Jonathan Lalou's Blog

[DevoxxFR2012] Optimizing Resource Utilization: A Deep Dive into JVM, OS, and Hardware Interactions

Author: Jonathan Lalou | October 16, 2012

Lecturers

Ben Evans and Martijn Verburg are titans of the Java performance community. Ben, co-author of The Well-Grounded Java Developer and a Java Champion, has spent over a decade dissecting JVM internals, GC algorithms, and hardware interactions. Martijn, known as the “Diabolical Developer,” co-leads the London Java User Group, serves on the JCP Executive Committee, and advocates for developer productivity and open-source tooling. Together, they have shaped modern Java performance practices through books, tools, and conference talks that bridge the gap between application code and silicon.

Abstract

This exhaustive exploration revisits Ben Evans and Martijn Verburg’s seminal 2012 DevoxxFR presentation on JVM resource utilization, expanding it with a decade of subsequent advancements. The core thesis remains unchanged: Java’s “write once, run anywhere” philosophy comes at the cost of opacity—developers deploy applications across diverse hardware without understanding how efficiently they consume CPU, memory, power, or I/O. This article dissects the three-layer stack—JVM, Operating System, and Hardware—to reveal how Java applications interact with modern CPUs, memory hierarchies, and power management systems. Through diagnostic tools (jHiccup, SIGAR, JFR), tuning strategies (NUMA awareness, huge pages, GC selection), and cloud-era considerations (vCPU abstraction, noisy neighbors), it provides a comprehensive playbook for achieving 90%+ CPU utilization and minimal power waste. Updated for 2025, this piece incorporates ZGC’s generational mode, Project Loom’s virtual threads, ARM Graviton processors, and green computing initiatives, offering a forward-looking vision for sustainable, high-performance Java in the cloud.

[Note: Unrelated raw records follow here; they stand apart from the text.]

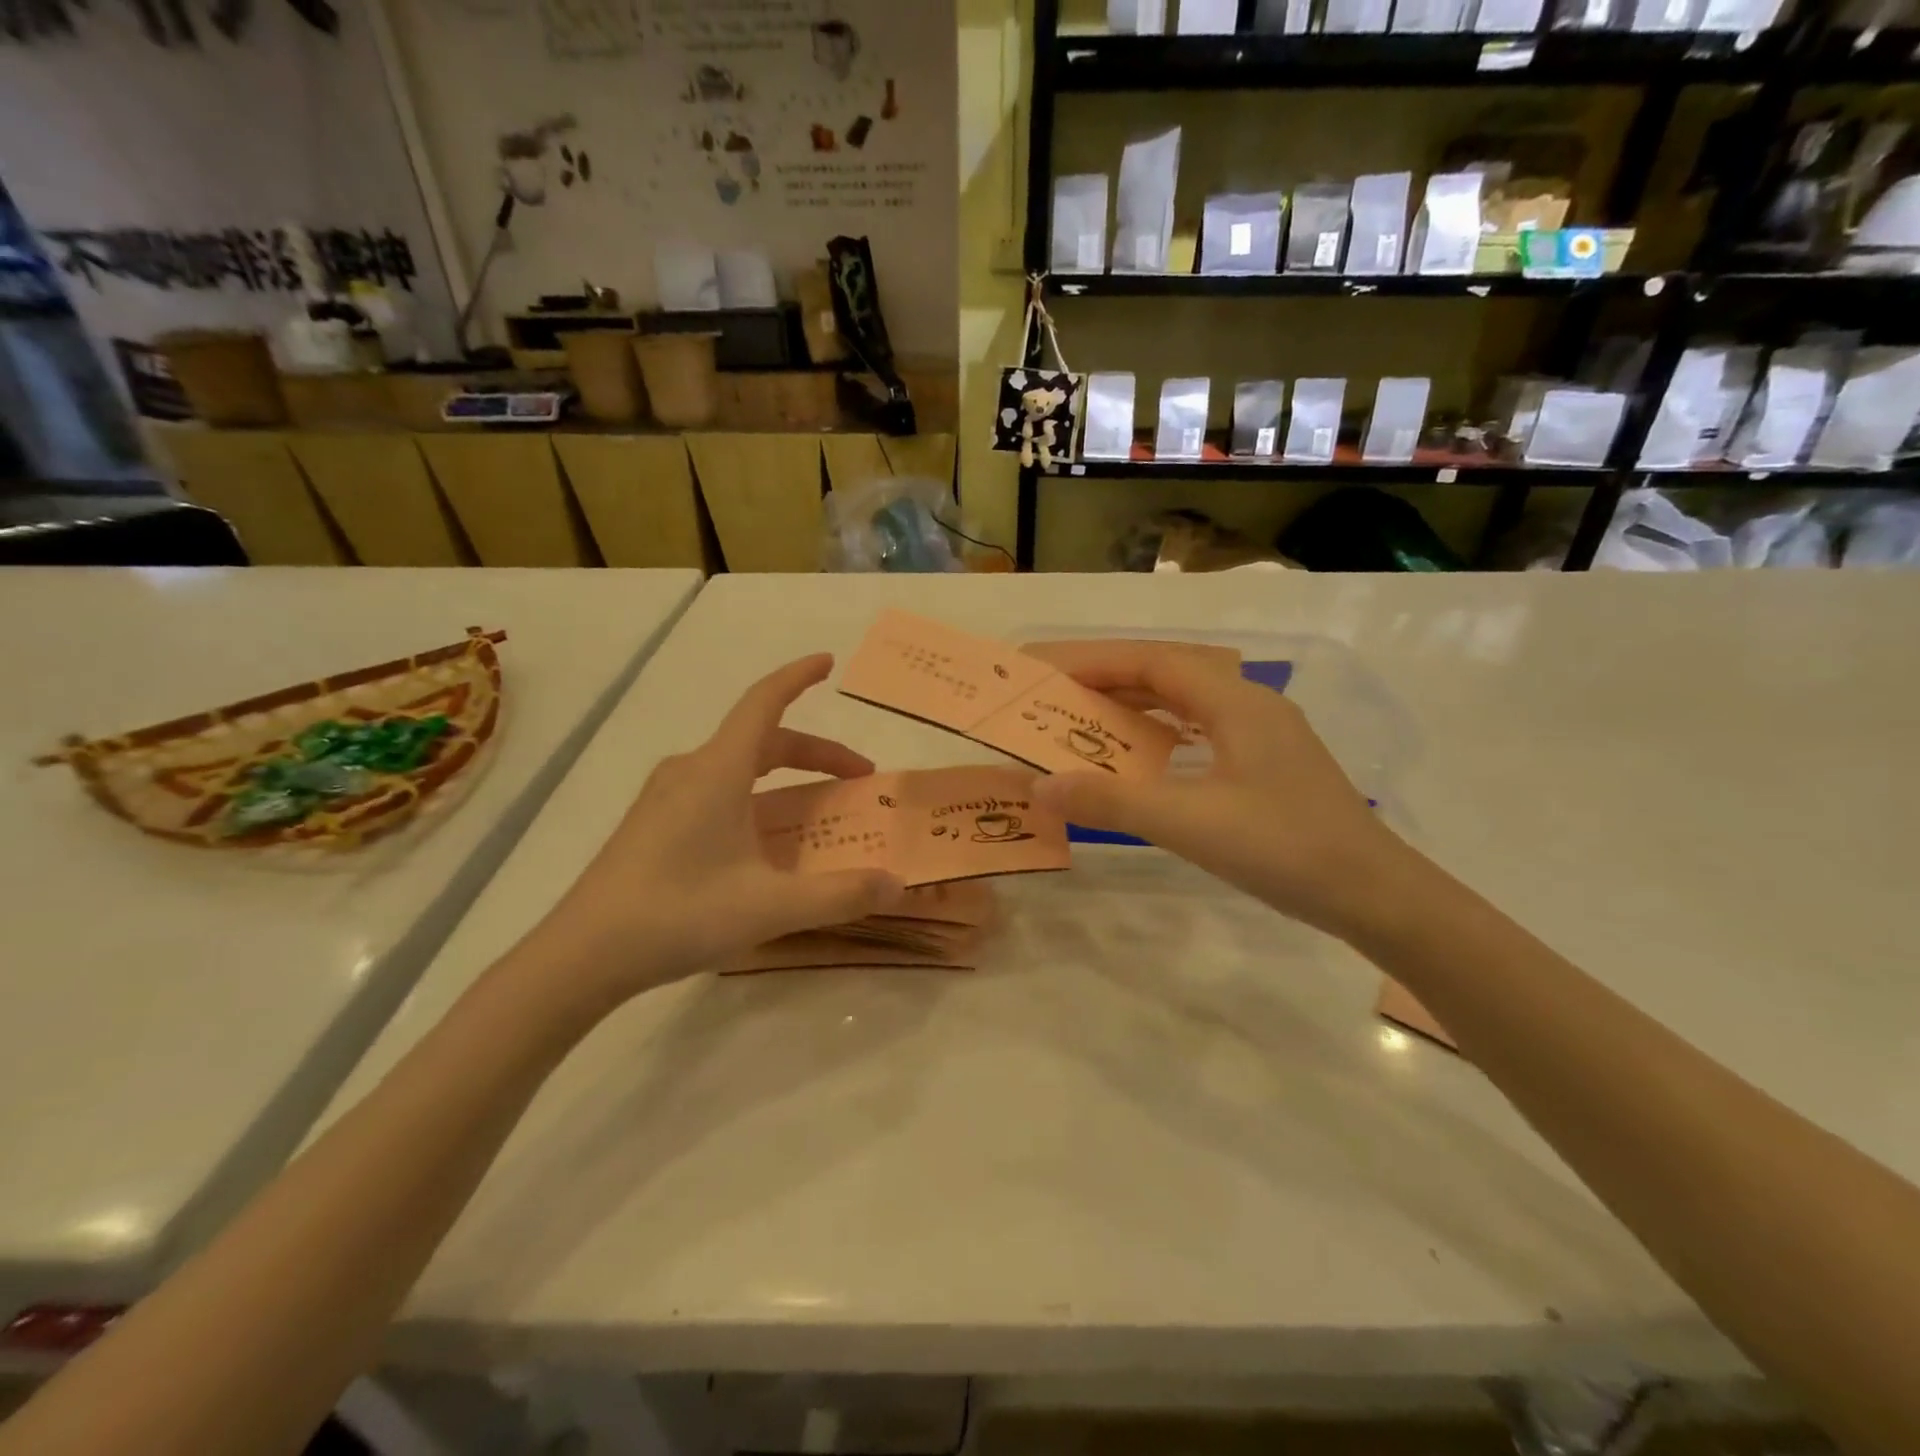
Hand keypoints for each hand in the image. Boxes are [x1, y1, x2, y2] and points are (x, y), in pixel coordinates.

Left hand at [526, 654, 904, 1004]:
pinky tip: (763, 841)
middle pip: (762, 740)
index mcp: (718, 771)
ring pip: (738, 766)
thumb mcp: (771, 907)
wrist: (583, 955)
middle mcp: (691, 770)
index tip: (828, 663)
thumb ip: (841, 894)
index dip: (798, 677)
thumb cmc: (679, 914)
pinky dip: (756, 797)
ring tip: (817, 810)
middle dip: (816, 753)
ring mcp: (666, 796)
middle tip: (858, 778)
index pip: (764, 702)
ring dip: (785, 777)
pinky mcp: (653, 823)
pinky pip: (716, 790)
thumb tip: (898, 884)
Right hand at [1024, 640, 1414, 941]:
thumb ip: (1111, 802)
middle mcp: (1253, 706)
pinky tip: (1151, 755)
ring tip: (1094, 720)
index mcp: (1236, 704)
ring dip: (1142, 705)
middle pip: (1174, 674)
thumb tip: (1041, 787)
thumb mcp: (1188, 824)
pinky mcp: (1273, 765)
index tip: (1053, 673)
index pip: (1156, 662)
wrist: (1374, 895)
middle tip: (1064, 696)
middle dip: (1115, 680)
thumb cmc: (1283, 848)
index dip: (1100, 662)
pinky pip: (1206, 729)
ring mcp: (1268, 736)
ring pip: (1192, 702)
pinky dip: (1167, 733)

The Abstraction Tax: Why Java Hides Hardware Reality

Java’s portability is its greatest strength and its most significant performance liability. The JVM abstracts away CPU architecture, memory layout, and power states to ensure identical behavior across x86, ARM, and PowerPC. But this abstraction hides critical utilization metrics:
– A Java thread may appear busy but spend 80% of its time in GC pause or context switching.
– A 64-core server running 100 Java processes might achieve only 10% aggregate CPU utilization due to lock contention and GC thrashing.
– Power consumption in data centers—8% of U.S. electricity in 2012, projected at 13% by 2030—is driven by underutilized hardware.

Ben and Martijn argue that visibility is the prerequisite for optimization. Without knowing how resources are used, tuning is guesswork.

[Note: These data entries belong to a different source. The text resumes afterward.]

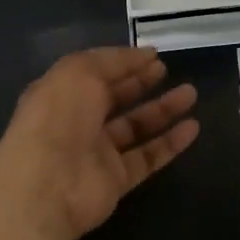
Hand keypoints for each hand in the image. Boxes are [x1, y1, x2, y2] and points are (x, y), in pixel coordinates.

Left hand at [0, 47, 199, 239]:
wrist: (47, 184)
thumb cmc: (59, 117)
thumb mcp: (80, 71)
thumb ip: (113, 61)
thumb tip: (143, 55)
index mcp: (63, 93)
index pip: (97, 74)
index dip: (124, 63)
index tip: (153, 55)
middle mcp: (78, 122)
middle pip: (115, 99)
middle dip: (141, 83)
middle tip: (168, 71)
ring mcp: (97, 153)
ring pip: (136, 128)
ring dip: (163, 110)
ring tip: (191, 94)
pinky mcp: (116, 180)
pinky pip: (148, 157)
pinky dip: (170, 143)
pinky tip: (193, 128)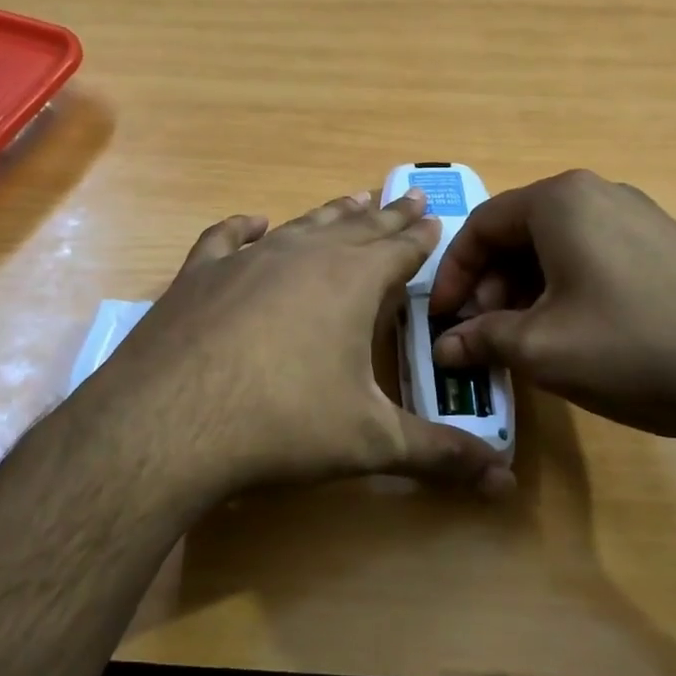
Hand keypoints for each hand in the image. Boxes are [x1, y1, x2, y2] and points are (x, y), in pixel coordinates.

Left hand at [77, 189, 514, 502]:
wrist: (171, 420)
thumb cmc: (283, 424)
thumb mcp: (369, 441)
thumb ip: (438, 454)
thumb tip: (504, 480)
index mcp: (351, 282)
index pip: (400, 249)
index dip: (421, 235)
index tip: (434, 215)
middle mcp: (303, 256)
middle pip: (357, 227)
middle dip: (386, 215)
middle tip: (407, 195)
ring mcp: (247, 259)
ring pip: (302, 225)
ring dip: (331, 213)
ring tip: (353, 200)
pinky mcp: (199, 274)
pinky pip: (227, 237)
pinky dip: (245, 226)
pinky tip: (254, 222)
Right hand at [428, 170, 675, 441]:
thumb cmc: (636, 347)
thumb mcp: (543, 349)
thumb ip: (482, 340)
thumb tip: (444, 348)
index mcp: (559, 201)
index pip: (480, 226)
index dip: (453, 275)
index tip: (442, 319)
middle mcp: (596, 193)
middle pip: (517, 233)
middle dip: (490, 285)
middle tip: (485, 334)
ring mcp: (636, 216)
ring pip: (554, 247)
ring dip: (525, 290)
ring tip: (525, 340)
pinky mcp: (664, 244)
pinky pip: (591, 256)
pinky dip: (564, 289)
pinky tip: (573, 334)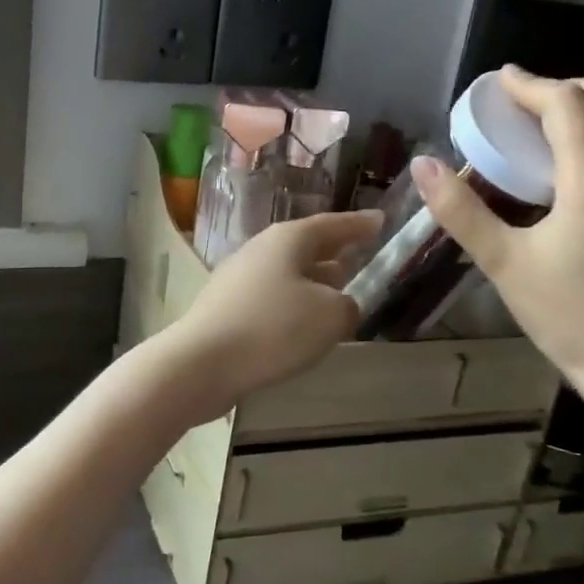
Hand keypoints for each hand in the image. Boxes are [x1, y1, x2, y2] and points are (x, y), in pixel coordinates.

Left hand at [159, 209, 382, 417]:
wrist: (202, 363)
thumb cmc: (272, 328)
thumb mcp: (329, 315)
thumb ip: (347, 305)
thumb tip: (339, 305)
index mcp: (287, 240)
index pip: (331, 224)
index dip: (359, 224)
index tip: (381, 220)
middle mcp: (260, 251)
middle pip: (305, 246)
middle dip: (334, 251)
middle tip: (362, 254)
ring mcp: (239, 279)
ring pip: (288, 273)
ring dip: (314, 280)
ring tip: (340, 290)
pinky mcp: (227, 308)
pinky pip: (272, 297)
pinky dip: (294, 304)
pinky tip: (304, 325)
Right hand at [412, 66, 583, 396]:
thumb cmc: (567, 315)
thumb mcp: (502, 262)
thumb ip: (460, 209)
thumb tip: (423, 165)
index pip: (568, 106)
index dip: (531, 86)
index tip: (499, 81)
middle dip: (573, 87)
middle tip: (529, 101)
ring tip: (545, 138)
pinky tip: (577, 184)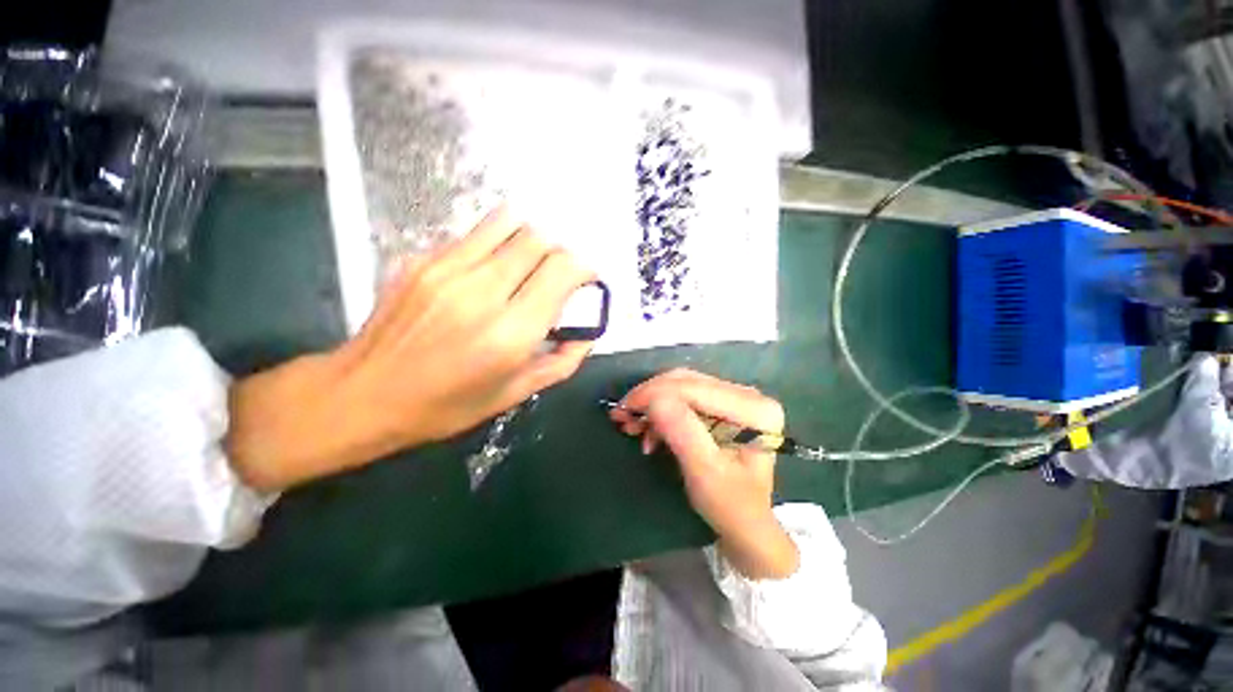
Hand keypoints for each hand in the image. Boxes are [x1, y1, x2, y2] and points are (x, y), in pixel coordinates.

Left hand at [227, 207, 594, 490]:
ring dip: (531, 240)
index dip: (584, 268)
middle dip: (560, 252)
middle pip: (539, 239)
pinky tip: (492, 270)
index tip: (586, 281)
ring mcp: (448, 269)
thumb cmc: (447, 405)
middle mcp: (482, 291)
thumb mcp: (516, 394)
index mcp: (511, 332)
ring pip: (509, 223)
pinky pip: (476, 235)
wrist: (363, 395)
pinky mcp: (423, 259)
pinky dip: (498, 244)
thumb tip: (588, 333)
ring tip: (529, 265)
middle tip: (558, 276)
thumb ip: (562, 361)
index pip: (563, 269)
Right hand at [612, 369, 798, 579]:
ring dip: (652, 404)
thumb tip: (652, 399)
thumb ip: (681, 432)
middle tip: (621, 414)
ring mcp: (735, 398)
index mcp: (754, 410)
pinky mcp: (722, 406)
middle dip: (650, 396)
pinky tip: (648, 431)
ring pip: (682, 387)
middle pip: (687, 382)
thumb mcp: (704, 472)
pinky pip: (684, 397)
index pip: (695, 388)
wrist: (746, 524)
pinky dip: (661, 412)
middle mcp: (748, 395)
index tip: (623, 408)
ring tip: (630, 424)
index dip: (654, 393)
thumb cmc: (729, 505)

Layer 1: The JVM – Where Java Meets the Machine

The HotSpot JVM is a marvel of adaptive optimization, but its default settings prioritize predictability over peak efficiency.

Garbage Collection: The Silent CPU Thief

GC is the largest source of CPU waste in Java applications. Even “low-pause” collectors like CMS introduce stop-the-world phases that halt all application threads.

// Example: CMS GC log
[GC (CMS Initial Mark) 1024K->768K(2048K), 0.0123456 secs]
[Full GC (Allocation Failure) 1800K->1200K(2048K), 0.0987654 secs]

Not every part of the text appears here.